━━ Materials provided ━━

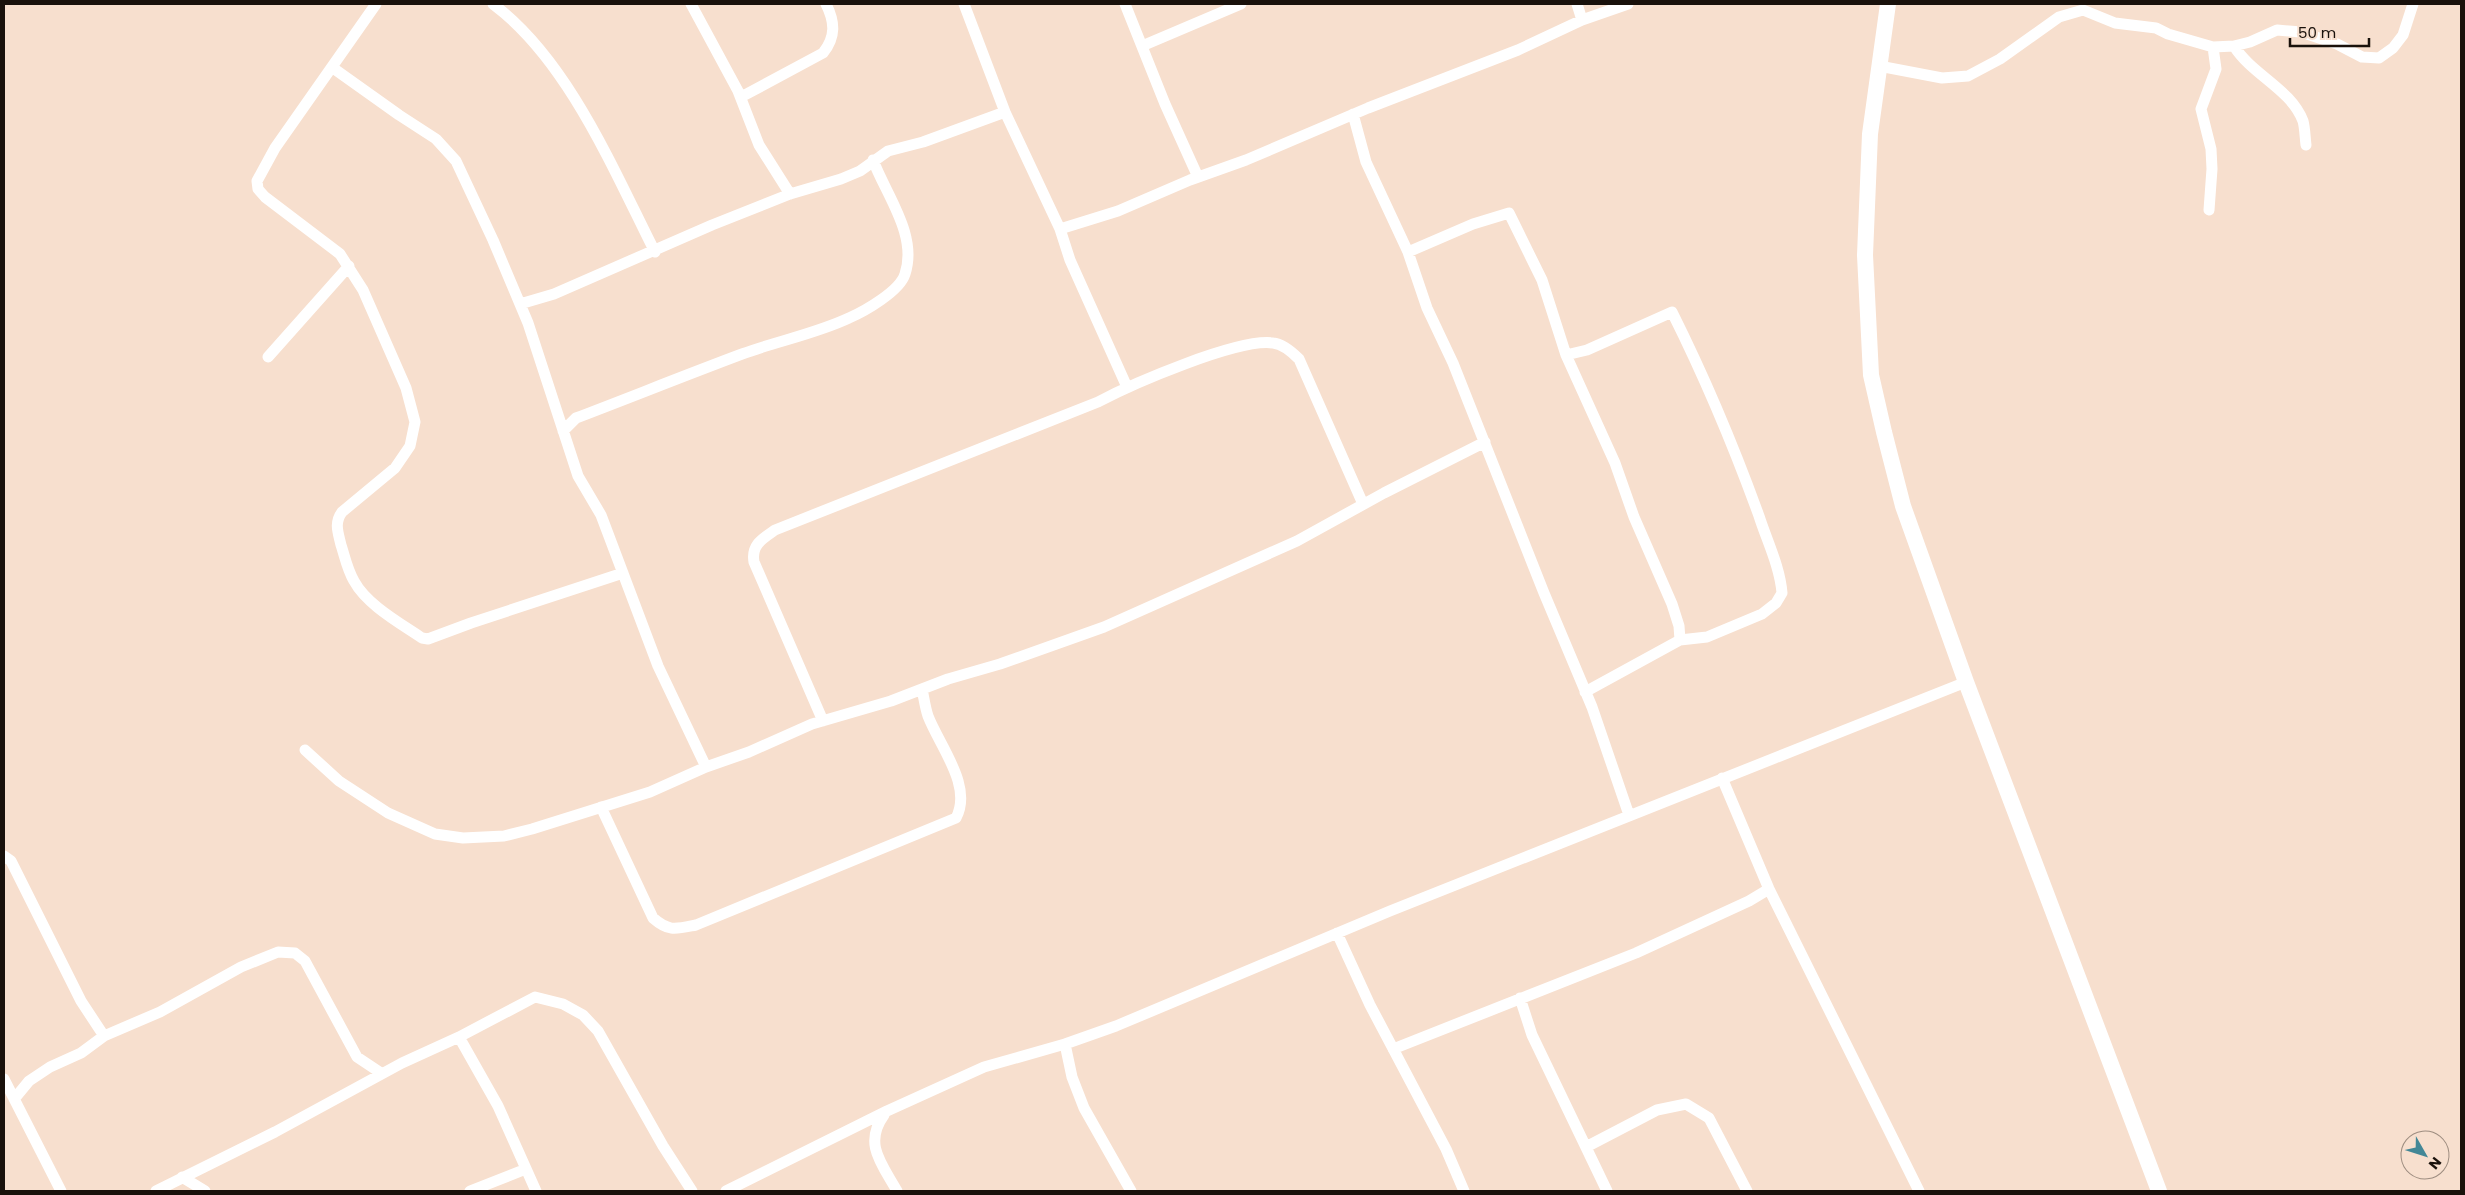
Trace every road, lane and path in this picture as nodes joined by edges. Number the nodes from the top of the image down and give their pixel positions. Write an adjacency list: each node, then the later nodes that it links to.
1 (376, 4): 17 (street)
2 (493, 4): 27 (street)
3 (691, 4): 18 (street)
4 (826, 4): 18 (street)
5 (964, 4): 19 (street)
6 (1125, 4): 13 (street)
7 (1241, 4): 13 (street)
8 (1578, 4): 12 (street)
9 (1628, 4): 12 (street)
10 (1888, 4): 16 (main road)
11 (2413, 4): 14 (street)
12 (1582, 20): 20 (street)
13 (1142, 46): 23 (street)
14 (2234, 46): 15 (street); 21 (street)
15 (2213, 47): 16 (street); 25 (street)
16 (1879, 66): 39 (main road)
17 (334, 68): 29 (street); 30 (street)
18 (741, 97): 24 (street)
19 (1005, 112): 22 (street); 26 (street)
20 (1353, 114): 23 (street); 28 (street)
21 (2306, 145)
22 (873, 160): 24 (street); 34 (street)
23 (1198, 178): 26 (street)
24 (790, 194): 27 (street)
25 (2209, 210)
26 (1060, 229): 33 (street)
27 (655, 252): 30 (street)
28 (1408, 252): 31 (street); 35 (street)
29 (349, 266): 32 (street); 37 (street)
30 (520, 304): 34 (street)
31 (1566, 355): 38 (street); 38 (street)
32 (268, 357)
33 (1127, 387): 36 (street); 42 (street)
34 (563, 431): 37 (street)
35 (1485, 442): 36 (street); 41 (street)
36 (1363, 504): 40 (street)
37 (624, 573): 44 (street)
38 (1680, 640): 41 (street)
39 (1966, 682): 45 (street); 77 (main road)
40 (922, 689): 42 (street); 46 (street)
41 (1585, 692): 47 (street)
42 (824, 721): 44 (street)
43 (305, 750): 46 (street)
44 (706, 767): 46 (street)
45 (1722, 778): 47 (street); 49 (street)
46 (601, 808)
47 (1630, 815): 50 (street)
48 (4, 856): 52 (street)
49 (1769, 889): 51 (street); 76 (street)
50 (1336, 933): 54 (street); 55 (street)
51 (1520, 998): 55 (street); 60 (street)
52 (104, 1036): 56 (street); 58 (street)
53 (458, 1037): 56 (street); 61 (street); 69 (street)
54 (1065, 1044): 59 (street); 63 (street)
55 (1393, 1049): 73 (street)
56 (382, 1074): 62 (street)
57 (4, 1079): 58 (street)
58 (15, 1098): 64 (street)
59 (887, 1111): 70 (street); 71 (street)
60 (1586, 1147): 74 (street); 75 (street)
61 (526, 1169): 67 (street); 68 (street)
62 (182, 1177): 65 (street); 66 (street)
63 (1129, 1188): 72 (street)
64 (61, 1191)
65 (156, 1191)
66 (205, 1191)
67 (470, 1191)
68 (536, 1191)
69 (692, 1191)
70 (726, 1191)
71 (897, 1191)
72 (1118, 1191)
73 (1464, 1191)
74 (1607, 1191)
75 (1747, 1191)
76 (1919, 1191)
77 (2160, 1191)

━━━

--- Task requirements ---
Among the entries, find every line holding "road" and return it.

--- Exercise solution ---
Trace every road, lane and path in this picture as nodes joined by edges. Number the nodes from the top of the image down and give their pixel positions. Write an adjacency list: each node, then the later nodes that it links to.
10 (1888, 4): 16 (main road)
16 (1879, 66): 39 (main road)
39 (1966, 682): 45 (street); 77 (main road)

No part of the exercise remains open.